_Task instructions_
Start to finish, retype the entries exactly while omitting the pictures.

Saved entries
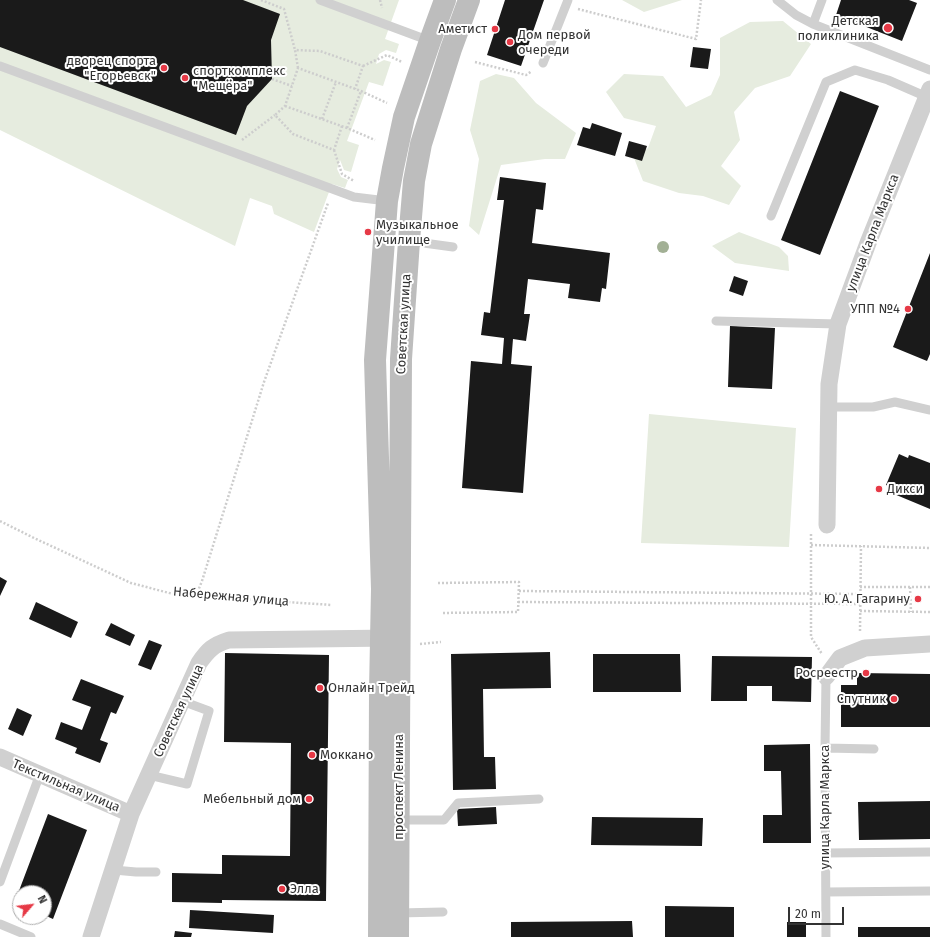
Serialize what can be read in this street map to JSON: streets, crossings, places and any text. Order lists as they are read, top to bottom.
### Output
{
  "streets": {
    "main road": ["Советская улица", "проспект Ленина"],
    "street": ["улица Карла Маркса", "Текстильная улица"],
    "path": ["Набережная улица"]
  },
  "crossings": [
    ["Советская улица", "Текстильная улица"],
    ["Советская улица", "проспект Ленина"]
  ],
  "places": [
    "Детская поликлиника",
    "Аметист",
    "Дом первой очереди",
    "дворец спорта \"Егорьевск\"",
    "спорткомплекс \"Мещёра\"",
    "Музыкальное училище",
    "УПП №4",
    "Дикси",
    "Ю. А. Гагарину",
    "Росреестр",
    "Онлайн Трейд",
    "Спутник",
    "Моккано",
    "Мебельный дом",
    "Элла"
  ],
  "scale_bar": "20 m",
  "north": "top right"
}
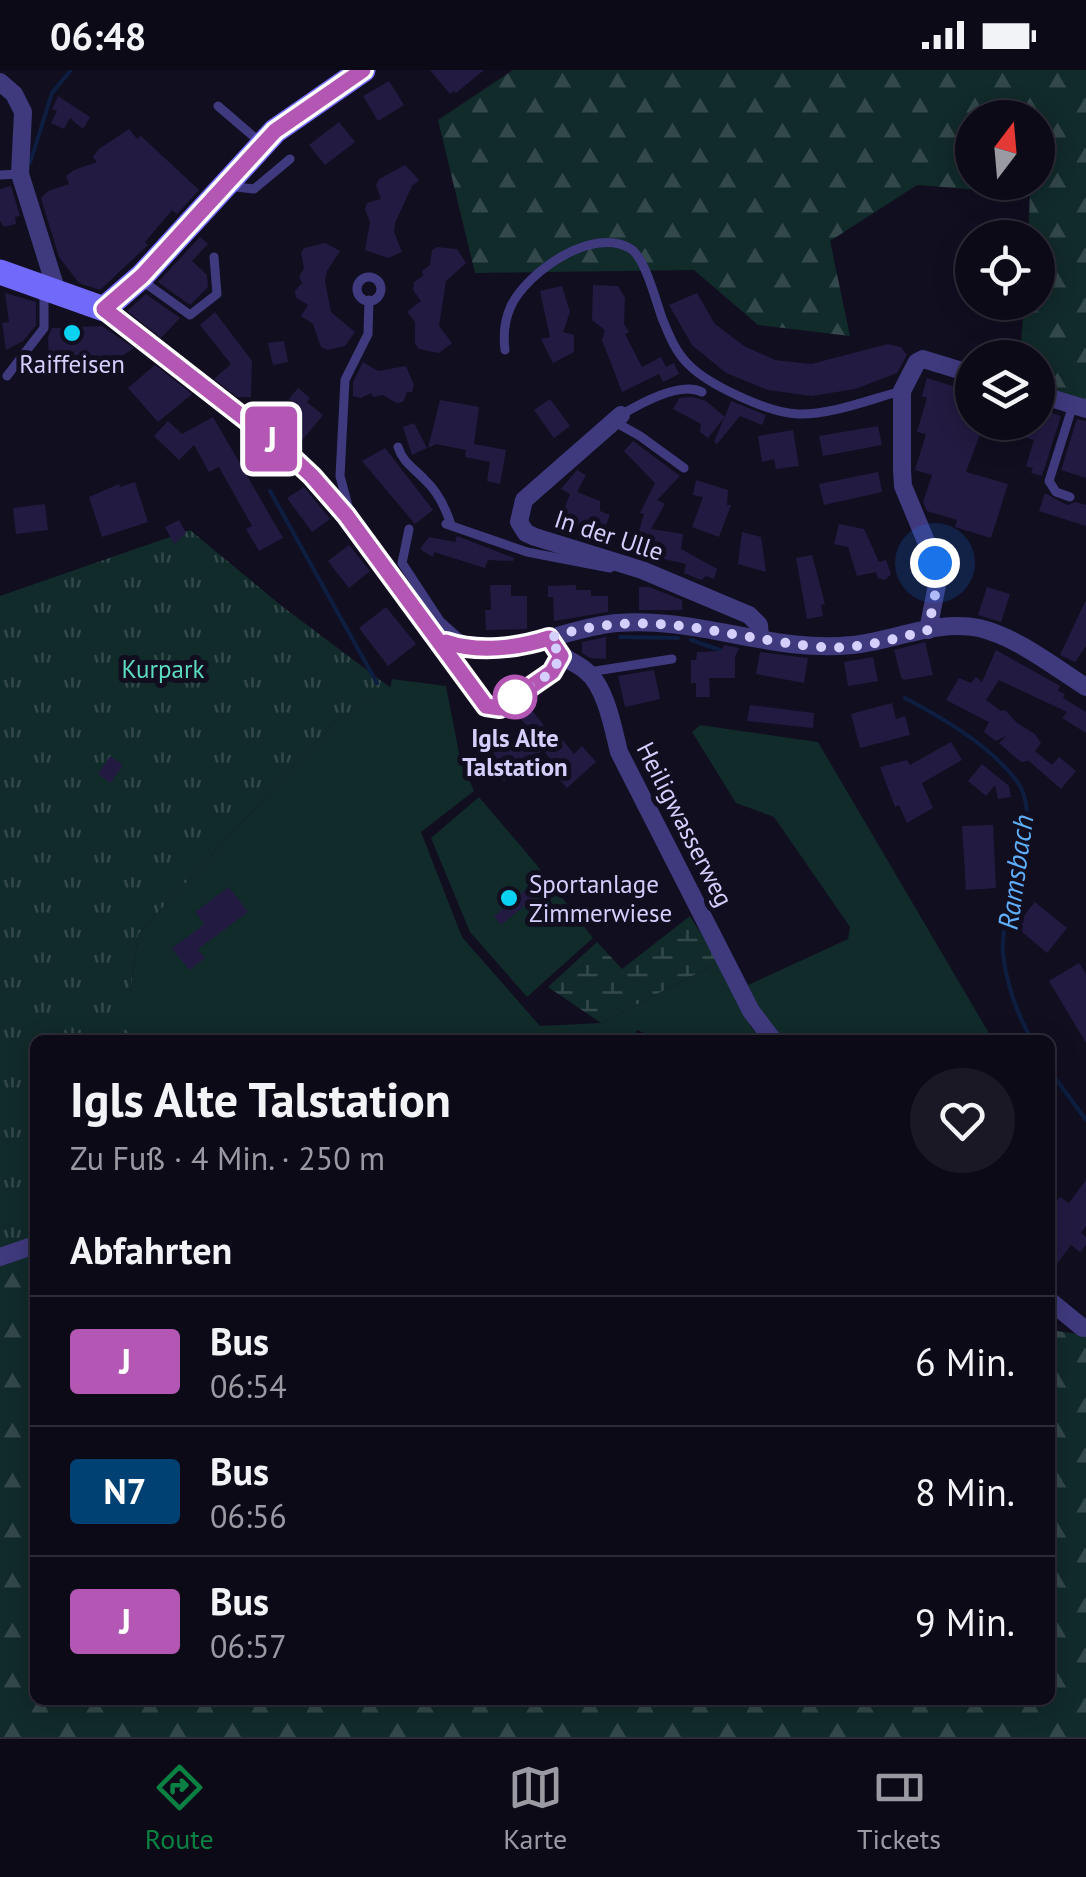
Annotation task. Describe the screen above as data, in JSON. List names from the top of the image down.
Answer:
{
  "streets": {
    "street": ["In der Ulle", "Heiligwasserweg"]
  },
  "water": ["Ramsbach"],
  "parks": ["Kurpark"],
  "places": ["Raiffeisen", "Igls Alte Talstation", "Sportanlage Zimmerwiese"],
  "lines": ["bus line J"],
  "north": "top",
  "page": {
    "status": "06:48",
    "on_map": "J",
    "heading": [
      ["Igls Alte Talstation", "Zu Fuß · 4 Min. · 250 m"],
      "Abfahrten"
    ],
    "list": [
      {
        "mark": "J",
        "name": "Bus",
        "note": "06:54",
        "value": "6 Min."
      },
      {
        "mark": "N7",
        "name": "Bus",
        "note": "06:56",
        "value": "8 Min."
      },
      {
        "mark": "J",
        "name": "Bus",
        "note": "06:57",
        "value": "9 Min."
      }
    ],
    "tabs": ["Route", "Karte", "Tickets"]
  }
}
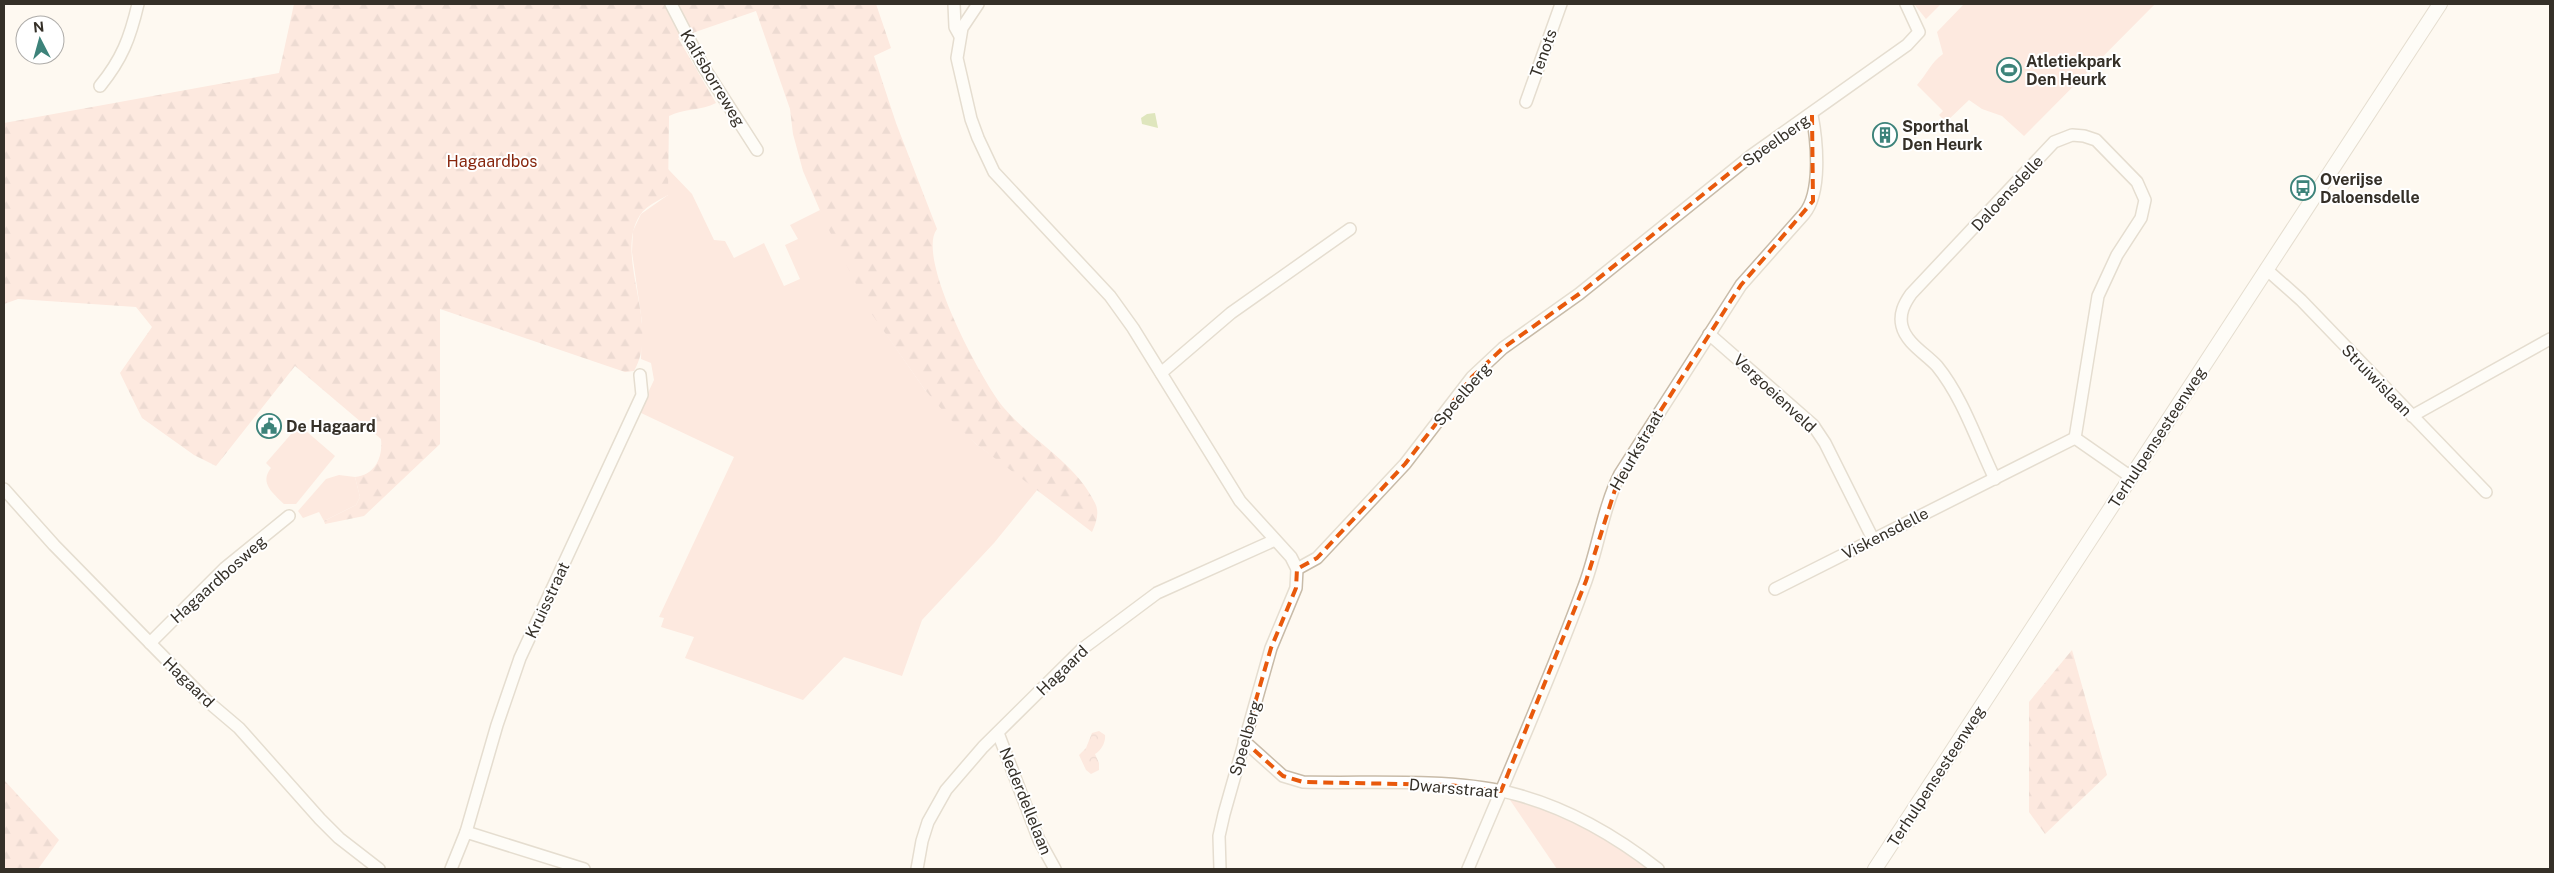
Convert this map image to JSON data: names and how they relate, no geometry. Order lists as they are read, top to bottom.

_Completed task_
Serialize what can be read in this street map to JSON: streets, crossings, places and any text. Order lists as they are read, top to bottom.
### Output
{
  "streets": {
    "main road": ["Советская улица", "проспект Ленина"],
    "street": ["улица Карла Маркса", "Текстильная улица"],
    "path": ["Набережная улица"]
  },
  "crossings": [
    ["Советская улица", "Текстильная улица"],
    ["Советская улица", "проспект Ленина"]
  ],
  "places": [
    "Детская поликлиника",
    "Аметист",
    "Дом первой очереди",
    "дворец спорта \"Егорьевск\"",
    "спорткомплекс \"Мещёра\"",
    "Музыкальное училище",
    "УПП №4",
    "Дикси",
    "Ю. А. Гагарину",
    "Росреестр",
    "Онлайн Трейд",
    "Спутник",
    "Моккано",
    "Мебельный дом",
    "Элла"
  ],
  "scale_bar": "20 m",
  "north": "top right"
}
Annotation task. Describe the screen above as data, in JSON. List names from the top of the image down.
Answer:
{
  "streets": {
    "street": ["In der Ulle", "Heiligwasserweg"]
  },
  "water": ["Ramsbach"],
  "parks": ["Kurpark"],
  "places": ["Raiffeisen", "Igls Alte Talstation", "Sportanlage Zimmerwiese"],
  "lines": ["bus line J"],
  "north": "top",
  "page": {
    "status": "06:48",
    "on_map": "J",
    "heading": [
      ["Igls Alte Talstation", "Zu Fuß · 4 Min. · 250 m"],
      "Abfahrten"
    ],
    "list": [
      {
        "mark": "J",
        "name": "Bus",
        "note": "06:54",
        "value": "6 Min."
      },
      {
        "mark": "N7",
        "name": "Bus",
        "note": "06:56",
        "value": "8 Min."
      },
      {
        "mark": "J",
        "name": "Bus",
        "note": "06:57",
        "value": "9 Min."
      }
    ],
    "tabs": ["Route", "Karte", "Tickets"]
  }
}
Convert this map image to JSON data: names and how they relate, no geometry. Order lists as they are read, top to bottom.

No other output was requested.